Collected data entries

= Beginning of Section =

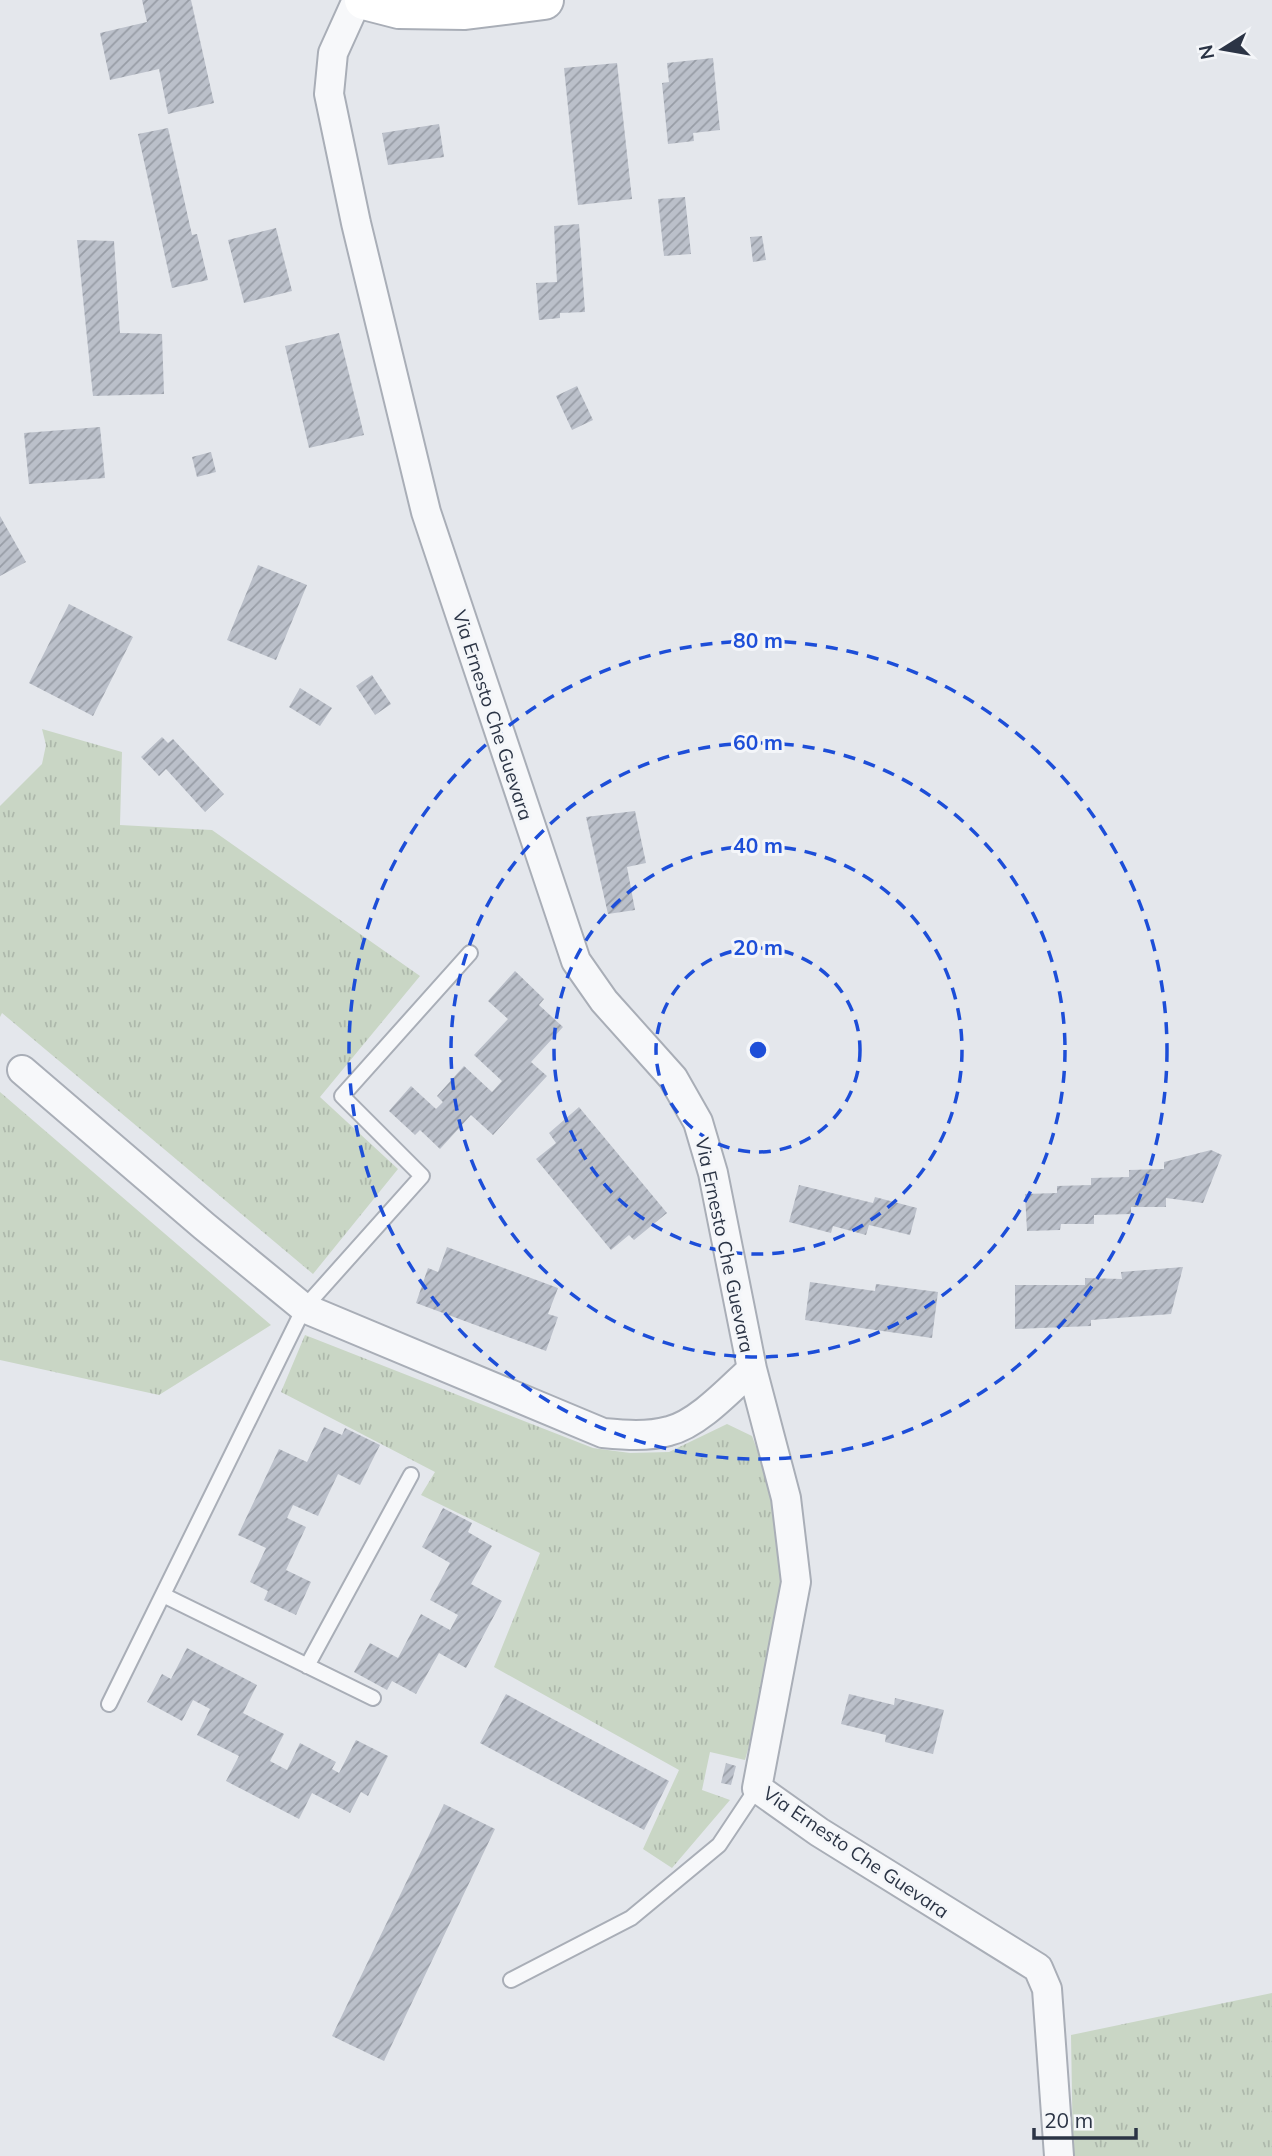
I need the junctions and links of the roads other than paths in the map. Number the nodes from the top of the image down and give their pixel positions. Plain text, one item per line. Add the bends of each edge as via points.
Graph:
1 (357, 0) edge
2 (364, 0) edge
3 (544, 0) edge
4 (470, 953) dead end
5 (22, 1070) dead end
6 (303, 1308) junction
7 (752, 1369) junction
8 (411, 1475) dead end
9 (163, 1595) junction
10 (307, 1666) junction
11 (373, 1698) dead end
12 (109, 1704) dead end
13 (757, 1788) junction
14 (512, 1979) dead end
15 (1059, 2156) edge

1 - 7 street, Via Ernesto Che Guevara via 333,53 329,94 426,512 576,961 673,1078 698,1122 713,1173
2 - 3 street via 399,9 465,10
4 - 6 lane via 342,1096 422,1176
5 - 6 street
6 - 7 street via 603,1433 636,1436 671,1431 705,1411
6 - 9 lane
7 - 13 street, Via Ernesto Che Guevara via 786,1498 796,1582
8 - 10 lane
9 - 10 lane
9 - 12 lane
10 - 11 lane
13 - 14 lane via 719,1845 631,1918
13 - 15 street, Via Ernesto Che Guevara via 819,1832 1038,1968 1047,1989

= End of Section =

_Description of the task_
Give all entries again verbatim, without any images.

_The answer_
I need the junctions and links of the roads other than paths in the map. Number the nodes from the top of the image down and give their pixel positions. Plain text, one item per line. Add the bends of each edge as via points.
Graph:
1 (357, 0) edge
2 (364, 0) edge
3 (544, 0) edge
4 (470, 953) dead end
5 (22, 1070) dead end
6 (303, 1308) junction
7 (752, 1369) junction
8 (411, 1475) dead end
9 (163, 1595) junction
10 (307, 1666) junction
11 (373, 1698) dead end
12 (109, 1704) dead end
13 (757, 1788) junction
14 (512, 1979) dead end
15 (1059, 2156) edge

1 - 7 street, Via Ernesto Che Guevara via 333,53 329,94 426,512 576,961 673,1078 698,1122 713,1173
2 - 3 street via 399,9 465,10
4 - 6 lane via 342,1096 422,1176
5 - 6 street
6 - 7 street via 603,1433 636,1436 671,1431 705,1411
6 - 9 lane
7 - 13 street, Via Ernesto Che Guevara via 786,1498 796,1582
8 - 10 lane
9 - 10 lane
9 - 12 lane
10 - 11 lane
13 - 14 lane via 719,1845 631,1918
13 - 15 street, Via Ernesto Che Guevara via 819,1832 1038,1968 1047,1989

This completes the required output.